I’m a little embarrassed I hadn’t heard of him.
He’s just now starting to be known. I discovered him a few months ago and he’s right on top of everything. He’s got such a fan base now. You don’t trust the word genius when it gets thrown around so much, but he’s got a bit of that genius disease. Vicki Lawrence just had a birthday [March 26] and I talked to her about Randy. She didn’t know him either and then she glommed onto him. I’m having the best time watching him.
What else are you watching?
We watched The Music Man with Robert Preston. Then we got a little bit dark to watch the wonderful movie with Ingrid Bergman and Charles Boyer called Gaslight. It’s so suspenseful and very Hitchcock-like. There are so many great things [to watch] and we’re in for the duration.
What have become your go-to comfort foods during the quarantine?
I love enchiladas. I was born in Texas and that’s the first food I ever remember eating, when I was 3 or so. But I’m pretty good with food. I’ll have a bite of dessert and then I’m fine, I don’t need to eat the whole thing.
What’s your guilty pleasure when it comes to that one bite?
Key lime pie.
Have you found yourself stockpiling anything?
Not really. We bought some canned foods but I wasn’t too concerned. Where we are in Santa Barbara, the restaurants are doing takeout and I feel it’s important to help support the restaurants, so we’ve done a lot of that.

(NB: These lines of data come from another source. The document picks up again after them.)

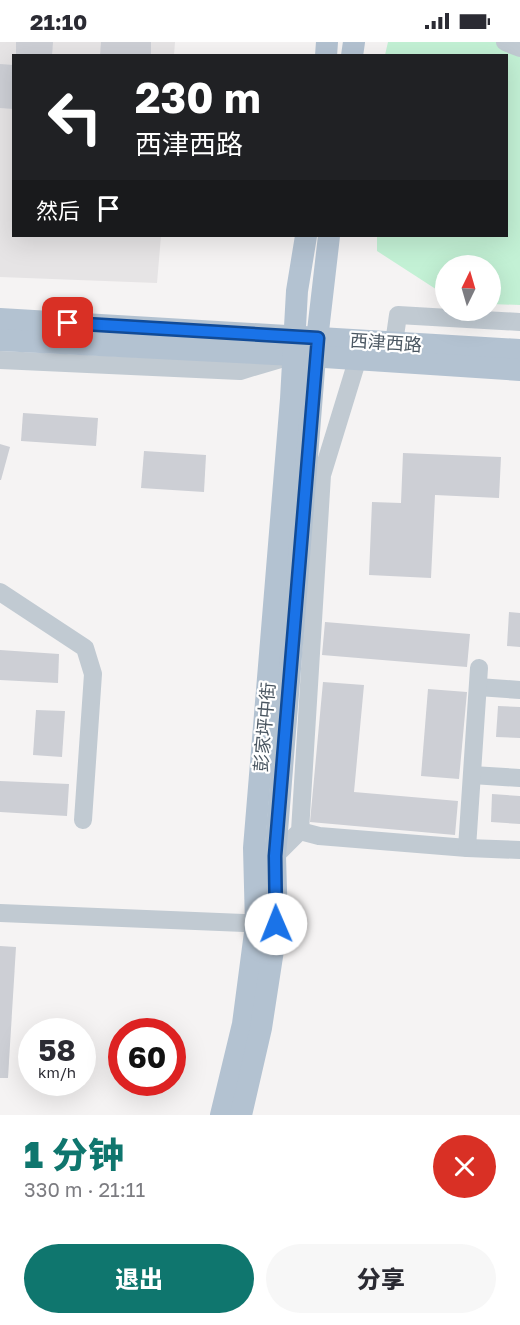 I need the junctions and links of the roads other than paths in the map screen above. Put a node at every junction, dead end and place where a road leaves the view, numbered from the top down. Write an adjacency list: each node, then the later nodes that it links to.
1 (505, 42): 2 (street)
2 (520, 48)
3 (306, 237): 9 (main road)
4 (329, 237): 9 (main road)
5 (0, 319): 9 (main road, 西津西路)
6 (520, 322): 8 (street)
7 (0, 340): 9 (main road, 西津西路)
8 (394, 343): 10 (main road, 西津西路); 11 (main road, 西津西路)
9 (305, 347): 10 (main road, 西津西路); 12 (street); 24 (main road, 彭家坪中街); 26 (main road, 彭家坪中街)
10 (358, 350): 13 (main road, 西津西路); 21 (street)
11 (520, 350)
12 (0, 360)
13 (520, 370)
14 (0, 592): 20 (street)
15 (479, 668): 16 (street)
16 (478, 687): 17 (street); 18 (street)
17 (520, 690)
18 (472, 775): 19 (street); 22 (street)
19 (520, 778)
20 (83, 820)
21 (300, 831): 22 (street); 24 (street)
22 (467, 848): 23 (street)
23 (520, 850)
24 (275, 856): 26 (main road, 彭家坪中街)
25 (0, 913): 26 (street)
26 (266, 924): 27 (main road, 彭家坪中街); 28 (main road, 彭家坪中街)
27 (221, 1115)
28 (241, 1115)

In Montecito, there’s Lucky’s and an Italian place called Tre Lune. There’s also the new Rosewood Miramar club that recently opened. Those are my favorites.
Is there a cause that’s most important to you right now?
Any organization that helps to support the frontline hospital workers with protective equipment, I’ll certainly donate to those. It’s just ridiculous that there’s a problem.
And what’s atop your to-do list once this is all over?
I’d like to have a party — break open the champagne, say hallelujah and hug each other.